What makes it so difficult? For a start, universities can be hard places to penetrate, with structures and titles that do not align with cultural organisations. It is usually easier to seek out academics whose research profile matches a specific project than to identify the office charged with developing sustainable relationships. Collaborations therefore tend to develop between individuals – artist to academic – rather than at an institutional level, so that when academics move on from one university to another, the relationship moves with them and any momentum that has built up rapidly dissipates. Across higher education, there are differing levels of commitment to public-facing activity. While arts organisations are generally externally focussed, universities are only just beginning to understand their relationship with the broader public. And as both ‘culture’ and ‘partnership’ are often seen as peripheral to the core purpose, cultural partnerships can be low on the priority list. There is, at best, a patchy understanding of the benefits of collaboration. And then there are the generic challenges of partnership between differing cultures: terminology (especially research, engagement, impact and education), timescales, pay disparities and the relative ability to be fleet of foot.
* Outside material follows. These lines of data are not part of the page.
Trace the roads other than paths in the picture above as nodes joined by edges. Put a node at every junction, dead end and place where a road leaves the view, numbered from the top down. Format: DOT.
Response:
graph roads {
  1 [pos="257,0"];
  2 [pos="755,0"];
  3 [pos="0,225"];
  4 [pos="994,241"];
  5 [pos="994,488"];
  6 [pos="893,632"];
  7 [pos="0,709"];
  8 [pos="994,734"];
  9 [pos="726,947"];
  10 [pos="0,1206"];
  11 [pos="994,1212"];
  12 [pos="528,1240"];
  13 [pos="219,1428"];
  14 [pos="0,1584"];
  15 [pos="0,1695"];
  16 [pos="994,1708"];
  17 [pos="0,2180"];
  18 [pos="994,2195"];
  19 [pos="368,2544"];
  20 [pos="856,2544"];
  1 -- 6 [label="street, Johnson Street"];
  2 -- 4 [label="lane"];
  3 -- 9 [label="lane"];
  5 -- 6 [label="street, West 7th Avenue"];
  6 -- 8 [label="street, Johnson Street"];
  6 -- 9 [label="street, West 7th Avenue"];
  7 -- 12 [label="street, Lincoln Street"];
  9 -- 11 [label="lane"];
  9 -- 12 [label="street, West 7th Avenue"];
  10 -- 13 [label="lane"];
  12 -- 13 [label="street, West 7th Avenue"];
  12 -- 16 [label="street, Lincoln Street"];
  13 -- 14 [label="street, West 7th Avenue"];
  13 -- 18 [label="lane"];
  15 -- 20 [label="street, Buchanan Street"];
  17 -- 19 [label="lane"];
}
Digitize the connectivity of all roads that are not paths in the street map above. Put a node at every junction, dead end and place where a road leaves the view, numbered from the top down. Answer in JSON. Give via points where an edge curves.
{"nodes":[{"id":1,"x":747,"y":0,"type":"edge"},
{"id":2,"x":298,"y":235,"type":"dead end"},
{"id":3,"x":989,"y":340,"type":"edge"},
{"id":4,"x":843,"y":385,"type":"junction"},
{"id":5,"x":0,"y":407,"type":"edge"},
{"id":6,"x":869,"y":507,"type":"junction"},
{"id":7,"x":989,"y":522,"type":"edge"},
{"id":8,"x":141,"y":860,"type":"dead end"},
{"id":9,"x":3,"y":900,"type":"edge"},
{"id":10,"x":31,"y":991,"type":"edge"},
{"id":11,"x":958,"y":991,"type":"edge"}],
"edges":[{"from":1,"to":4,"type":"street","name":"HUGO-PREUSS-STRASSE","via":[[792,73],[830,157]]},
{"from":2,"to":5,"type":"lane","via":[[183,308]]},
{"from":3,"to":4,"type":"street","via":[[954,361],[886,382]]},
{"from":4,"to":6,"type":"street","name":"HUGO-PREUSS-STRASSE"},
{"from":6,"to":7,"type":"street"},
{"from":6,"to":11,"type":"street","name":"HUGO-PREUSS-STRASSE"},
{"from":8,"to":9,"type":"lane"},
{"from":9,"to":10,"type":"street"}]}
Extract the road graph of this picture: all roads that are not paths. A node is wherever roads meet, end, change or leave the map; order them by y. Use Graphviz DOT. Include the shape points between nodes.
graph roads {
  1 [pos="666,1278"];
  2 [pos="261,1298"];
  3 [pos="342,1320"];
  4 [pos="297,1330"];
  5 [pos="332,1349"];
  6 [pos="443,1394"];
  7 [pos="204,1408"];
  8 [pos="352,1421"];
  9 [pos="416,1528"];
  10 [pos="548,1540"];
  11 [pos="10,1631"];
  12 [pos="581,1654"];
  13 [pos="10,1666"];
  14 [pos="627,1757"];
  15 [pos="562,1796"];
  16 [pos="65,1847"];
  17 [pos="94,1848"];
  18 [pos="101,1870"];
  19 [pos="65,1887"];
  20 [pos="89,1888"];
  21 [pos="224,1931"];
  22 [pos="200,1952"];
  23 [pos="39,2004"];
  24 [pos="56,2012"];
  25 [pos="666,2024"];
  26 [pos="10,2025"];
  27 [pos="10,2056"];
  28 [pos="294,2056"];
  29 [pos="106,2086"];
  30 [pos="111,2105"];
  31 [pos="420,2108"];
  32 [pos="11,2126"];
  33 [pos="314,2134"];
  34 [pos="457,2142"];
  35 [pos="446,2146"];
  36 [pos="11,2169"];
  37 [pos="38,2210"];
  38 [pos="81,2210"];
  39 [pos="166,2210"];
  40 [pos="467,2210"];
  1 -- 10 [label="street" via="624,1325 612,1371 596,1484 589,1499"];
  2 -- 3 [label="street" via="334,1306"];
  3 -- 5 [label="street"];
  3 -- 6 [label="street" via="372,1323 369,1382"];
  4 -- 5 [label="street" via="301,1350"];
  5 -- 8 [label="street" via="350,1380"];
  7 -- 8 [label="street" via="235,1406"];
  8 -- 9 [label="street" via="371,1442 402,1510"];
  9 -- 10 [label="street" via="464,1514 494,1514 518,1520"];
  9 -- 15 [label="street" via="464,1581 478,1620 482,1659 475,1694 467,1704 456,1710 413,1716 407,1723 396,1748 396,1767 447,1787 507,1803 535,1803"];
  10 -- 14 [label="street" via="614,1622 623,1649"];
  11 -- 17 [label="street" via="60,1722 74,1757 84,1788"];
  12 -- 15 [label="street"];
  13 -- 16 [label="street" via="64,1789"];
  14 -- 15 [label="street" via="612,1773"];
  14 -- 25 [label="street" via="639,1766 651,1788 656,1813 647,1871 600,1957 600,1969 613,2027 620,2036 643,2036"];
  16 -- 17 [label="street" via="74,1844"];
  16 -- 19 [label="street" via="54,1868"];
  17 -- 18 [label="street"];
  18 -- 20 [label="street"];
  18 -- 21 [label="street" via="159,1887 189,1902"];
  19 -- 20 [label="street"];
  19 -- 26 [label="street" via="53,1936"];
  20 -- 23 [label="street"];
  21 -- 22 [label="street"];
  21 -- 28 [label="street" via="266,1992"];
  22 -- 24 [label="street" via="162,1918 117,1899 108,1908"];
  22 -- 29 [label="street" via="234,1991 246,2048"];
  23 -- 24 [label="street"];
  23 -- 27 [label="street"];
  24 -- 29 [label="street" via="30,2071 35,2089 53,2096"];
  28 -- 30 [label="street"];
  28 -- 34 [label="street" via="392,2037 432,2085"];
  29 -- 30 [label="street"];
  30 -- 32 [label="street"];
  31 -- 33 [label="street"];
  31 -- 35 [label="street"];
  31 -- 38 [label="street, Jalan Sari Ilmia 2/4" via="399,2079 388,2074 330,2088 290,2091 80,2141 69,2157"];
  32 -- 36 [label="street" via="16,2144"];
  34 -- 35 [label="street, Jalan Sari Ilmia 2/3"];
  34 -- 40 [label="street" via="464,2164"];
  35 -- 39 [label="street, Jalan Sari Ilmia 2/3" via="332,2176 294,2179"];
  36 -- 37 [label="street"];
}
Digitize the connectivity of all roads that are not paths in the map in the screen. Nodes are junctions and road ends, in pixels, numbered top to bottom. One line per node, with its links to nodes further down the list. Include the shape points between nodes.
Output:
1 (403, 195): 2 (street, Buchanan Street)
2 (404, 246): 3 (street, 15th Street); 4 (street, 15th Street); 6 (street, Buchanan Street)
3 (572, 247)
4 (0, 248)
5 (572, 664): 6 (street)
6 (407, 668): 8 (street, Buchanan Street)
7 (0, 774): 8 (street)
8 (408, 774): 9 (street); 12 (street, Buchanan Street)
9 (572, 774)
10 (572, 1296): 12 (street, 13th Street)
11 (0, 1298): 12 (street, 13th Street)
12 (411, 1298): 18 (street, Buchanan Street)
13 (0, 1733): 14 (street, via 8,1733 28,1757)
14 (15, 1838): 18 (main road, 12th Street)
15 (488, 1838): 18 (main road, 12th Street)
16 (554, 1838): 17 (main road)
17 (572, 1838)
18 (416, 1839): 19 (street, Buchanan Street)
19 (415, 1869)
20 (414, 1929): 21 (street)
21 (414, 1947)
Of course, there are many fruitful partnerships between higher education and arts organisations. In the last week of June, two conferences on the subject took place in London alone, with many examples of good practice to celebrate. But without a real structure in which a culture of partnership can be developed, a shared understanding of the benefits it brings or close working between those bodies that govern and fund arts and research, the real potential for partnership between the arts community and academia has yet to be fully explored.

Sitting as I do at the interface between arts and academia, I can see how much there is to be gained. If the two sectors could develop a shared agenda, academic research would be informed by sector need, ensuring that it has an impact outside the university. At the same time, artists and cultural organisations would have access to the analytical rigour that supports evidence-based decision-making and provides robust arguments that address, once and for all, questions about the value and worth of culture – whatever criteria it is to be judged by.

And academia, unlike governments, can take the long view, providing continuity beyond the confines of electoral terms. Our latest project at King’s seeks to do just this: a short cultural enquiry investigating the various ways in which successive governments since 1945 have sought to provide children and young people with access to the arts. If we are to make arts and culture genuinely available to all, we need to learn from the hits and misses of a succession of government policies, regardless of which party devised or implemented them. Some things are too important to become political footballs. The higher education sector is uniquely positioned to take a robustly impartial overview, rising above party politics and deftly working around those ever-shifting goal posts.

Deborah Bull is Director, Cultural Partnerships at King’s College London.